> Your assignment
Please write out all the data that follows exactly, without the pictures.

Dataset entries:
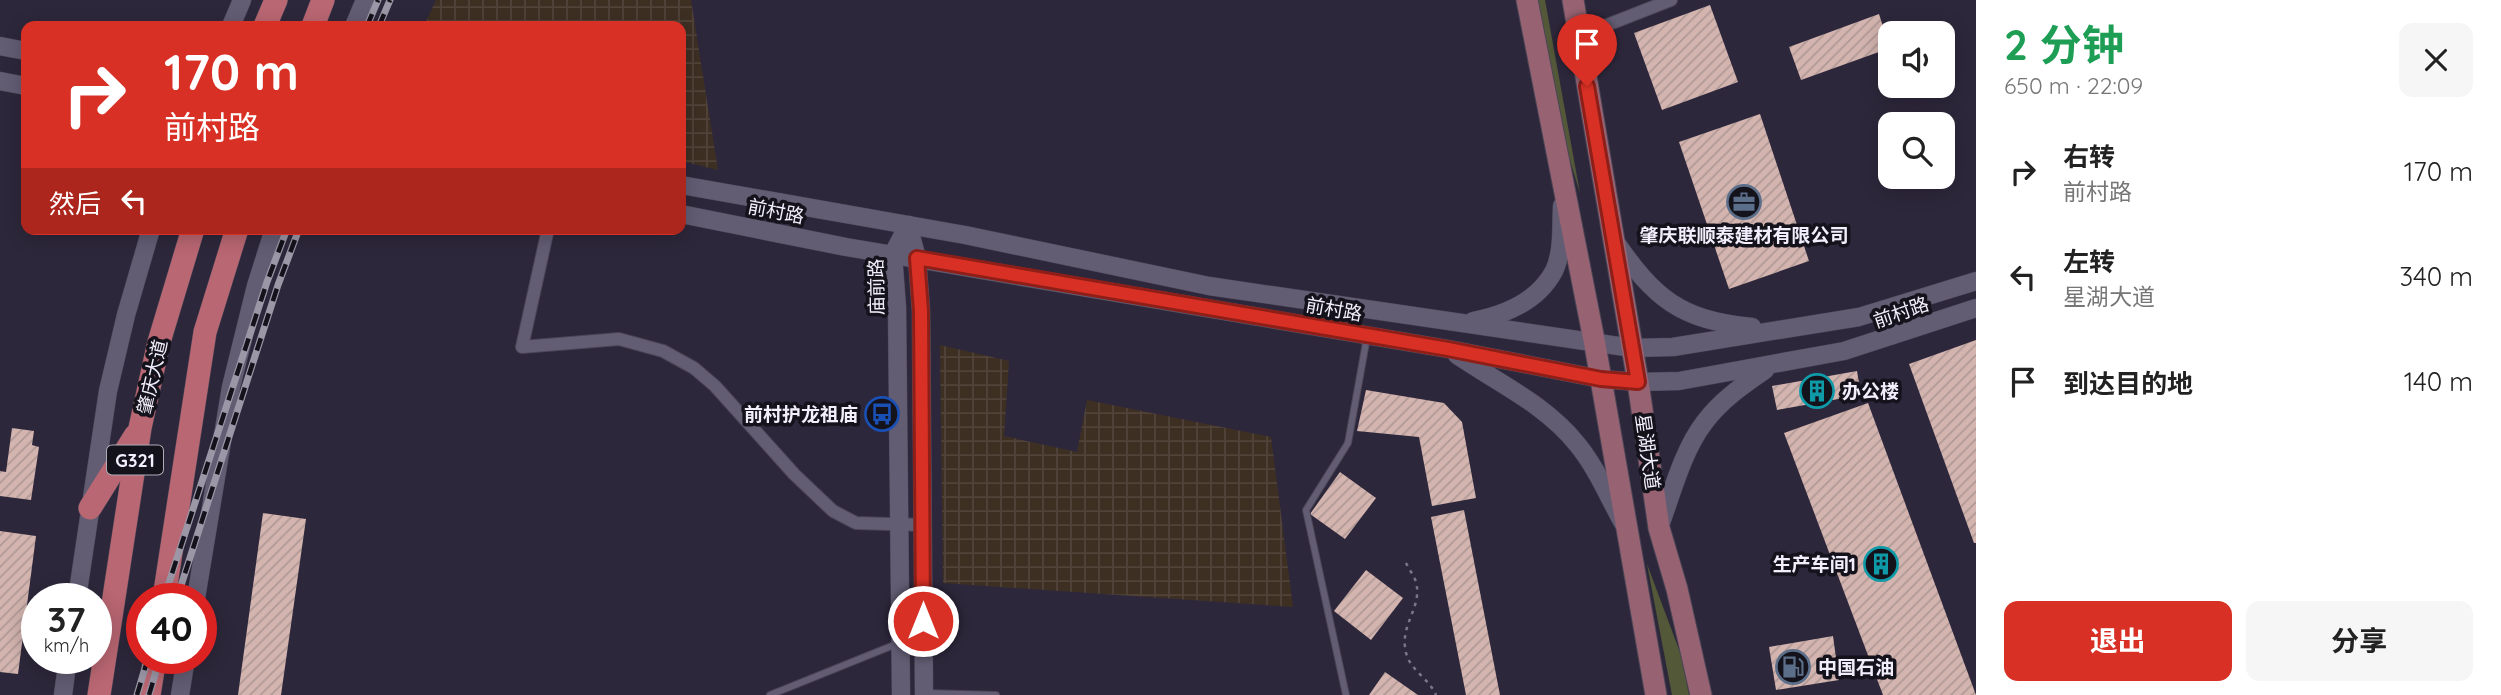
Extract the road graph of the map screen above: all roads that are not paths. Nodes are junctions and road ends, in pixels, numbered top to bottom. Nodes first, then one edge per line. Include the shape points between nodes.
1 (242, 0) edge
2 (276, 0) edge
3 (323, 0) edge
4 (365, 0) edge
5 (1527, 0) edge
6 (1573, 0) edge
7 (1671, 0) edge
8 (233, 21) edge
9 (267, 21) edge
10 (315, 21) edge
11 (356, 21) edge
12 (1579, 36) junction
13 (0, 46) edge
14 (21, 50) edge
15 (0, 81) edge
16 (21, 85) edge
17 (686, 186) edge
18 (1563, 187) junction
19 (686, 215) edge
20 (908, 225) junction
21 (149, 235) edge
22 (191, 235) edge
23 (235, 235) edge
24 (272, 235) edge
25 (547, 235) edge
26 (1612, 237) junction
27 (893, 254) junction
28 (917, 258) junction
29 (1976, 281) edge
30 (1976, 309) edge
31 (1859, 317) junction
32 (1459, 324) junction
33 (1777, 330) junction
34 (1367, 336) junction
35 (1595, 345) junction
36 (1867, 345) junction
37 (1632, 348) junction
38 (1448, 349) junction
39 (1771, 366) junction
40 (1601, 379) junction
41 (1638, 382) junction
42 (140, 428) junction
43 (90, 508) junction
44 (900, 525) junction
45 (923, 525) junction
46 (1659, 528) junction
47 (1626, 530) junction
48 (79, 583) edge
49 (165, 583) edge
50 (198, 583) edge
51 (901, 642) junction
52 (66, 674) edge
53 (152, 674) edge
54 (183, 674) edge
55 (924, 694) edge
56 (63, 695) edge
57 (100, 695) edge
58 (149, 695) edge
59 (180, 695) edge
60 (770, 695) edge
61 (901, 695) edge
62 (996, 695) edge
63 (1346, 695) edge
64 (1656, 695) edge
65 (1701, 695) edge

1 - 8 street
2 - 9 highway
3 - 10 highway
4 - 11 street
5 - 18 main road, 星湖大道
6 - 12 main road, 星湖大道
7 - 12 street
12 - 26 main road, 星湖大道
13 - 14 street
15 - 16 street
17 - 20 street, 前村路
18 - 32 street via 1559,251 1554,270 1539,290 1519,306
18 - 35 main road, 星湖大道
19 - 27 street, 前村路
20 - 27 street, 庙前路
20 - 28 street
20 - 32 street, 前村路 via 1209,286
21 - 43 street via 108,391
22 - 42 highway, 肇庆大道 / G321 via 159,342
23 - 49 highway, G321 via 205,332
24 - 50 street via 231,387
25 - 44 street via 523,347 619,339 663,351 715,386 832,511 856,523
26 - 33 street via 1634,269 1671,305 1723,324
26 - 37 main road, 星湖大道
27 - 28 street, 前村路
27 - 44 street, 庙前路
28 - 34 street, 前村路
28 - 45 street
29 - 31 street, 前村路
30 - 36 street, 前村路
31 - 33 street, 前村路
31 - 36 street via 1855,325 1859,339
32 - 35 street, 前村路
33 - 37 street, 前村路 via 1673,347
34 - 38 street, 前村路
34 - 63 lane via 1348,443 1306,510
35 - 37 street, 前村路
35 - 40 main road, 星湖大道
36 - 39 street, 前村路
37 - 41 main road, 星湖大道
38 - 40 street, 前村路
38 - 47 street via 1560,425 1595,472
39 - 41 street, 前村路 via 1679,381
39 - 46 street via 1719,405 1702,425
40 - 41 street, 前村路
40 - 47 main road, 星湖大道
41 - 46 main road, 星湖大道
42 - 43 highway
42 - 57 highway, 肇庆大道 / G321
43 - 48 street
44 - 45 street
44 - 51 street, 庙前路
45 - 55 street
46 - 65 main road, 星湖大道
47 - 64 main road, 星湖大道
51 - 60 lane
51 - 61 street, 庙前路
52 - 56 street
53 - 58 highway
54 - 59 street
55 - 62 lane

> Completed exercise
Extract the road graph of the map screen above: all roads that are not paths. Nodes are junctions and road ends, in pixels, numbered top to bottom. Nodes first, then one edge per line. Include the shape points between nodes.
1 (242, 0) edge
2 (276, 0) edge
3 (323, 0) edge
4 (365, 0) edge
5 (1527, 0) edge
6 (1573, 0) edge
7 (1671, 0) edge
8 (233, 21) edge
9 (267, 21) edge
10 (315, 21) edge
11 (356, 21) edge
12 (1579, 36) junction
13 (0, 46) edge
14 (21, 50) edge
15 (0, 81) edge
16 (21, 85) edge
17 (686, 186) edge
18 (1563, 187) junction
19 (686, 215) edge
20 (908, 225) junction
21 (149, 235) edge
22 (191, 235) edge
23 (235, 235) edge
24 (272, 235) edge
25 (547, 235) edge
26 (1612, 237) junction
27 (893, 254) junction
28 (917, 258) junction
29 (1976, 281) edge
30 (1976, 309) edge
31 (1859, 317) junction
32 (1459, 324) junction
33 (1777, 330) junction
34 (1367, 336) junction
35 (1595, 345) junction
36 (1867, 345) junction
37 (1632, 348) junction
38 (1448, 349) junction
39 (1771, 366) junction
40 (1601, 379) junction
41 (1638, 382) junction
42 (140, 428) junction
43 (90, 508) junction
44 (900, 525) junction
45 (923, 525) junction
46 (1659, 528) junction
47 (1626, 530) junction
48 (79, 583) edge
49 (165, 583) edge
50 (198, 583) edge
51 (901, 642) junction
52 (66, 674) edge
53 (152, 674) edge
54 (183, 674) edge
55 (924, 694) edge
56 (63, 695) edge
57 (100, 695) edge
58 (149, 695) edge
59 (180, 695) edge
60 (770, 695) edge
61 (901, 695) edge
62 (996, 695) edge
63 (1346, 695) edge
64 (1656, 695) edge
65 (1701, 695) edge

1 - 8 street
2 - 9 highway
3 - 10 highway
4 - 11 street
5 - 18 main road, 星湖大道
6 - 12 main road, 星湖大道
7 - 12 street
12 - 26 main road, 星湖大道
13 - 14 street
15 - 16 street
17 - 20 street, 前村路
18 - 32 street via 1559,251 1554,270 1539,290 1519,306
18 - 35 main road, 星湖大道
19 - 27 street, 前村路
20 - 27 street, 庙前路
20 - 28 street
20 - 32 street, 前村路 via 1209,286
21 - 43 street via 108,391
22 - 42 highway, 肇庆大道 / G321 via 159,342
23 - 49 highway, G321 via 205,332
24 - 50 street via 231,387
25 - 44 street via 523,347 619,339 663,351 715,386 832,511 856,523
26 - 33 street via 1634,269 1671,305 1723,324
26 - 37 main road, 星湖大道
27 - 28 street, 前村路
27 - 44 street, 庙前路
28 - 34 street, 前村路
28 - 45 street
29 - 31 street, 前村路
30 - 36 street, 前村路
31 - 33 street, 前村路
31 - 36 street via 1855,325 1859,339
32 - 35 street, 前村路
33 - 37 street, 前村路 via 1673,347
34 - 38 street, 前村路
34 - 63 lane via 1348,443 1306,510
35 - 37 street, 前村路
35 - 40 main road, 星湖大道
36 - 39 street, 前村路
37 - 41 main road, 星湖大道
38 - 40 street, 前村路
38 - 47 street via 1560,425 1595,472
39 - 41 street, 前村路 via 1679,381
39 - 46 street via 1719,405 1702,425
40 - 41 street, 前村路
40 - 47 main road, 星湖大道
41 - 46 main road, 星湖大道
42 - 43 highway
42 - 57 highway, 肇庆大道 / G321
43 - 48 street
44 - 45 street
44 - 51 street, 庙前路
45 - 55 street
46 - 65 main road, 星湖大道
47 - 64 main road, 星湖大道
51 - 60 lane
51 - 61 street, 庙前路
52 - 56 street
53 - 58 highway
54 - 59 street
55 - 62 lane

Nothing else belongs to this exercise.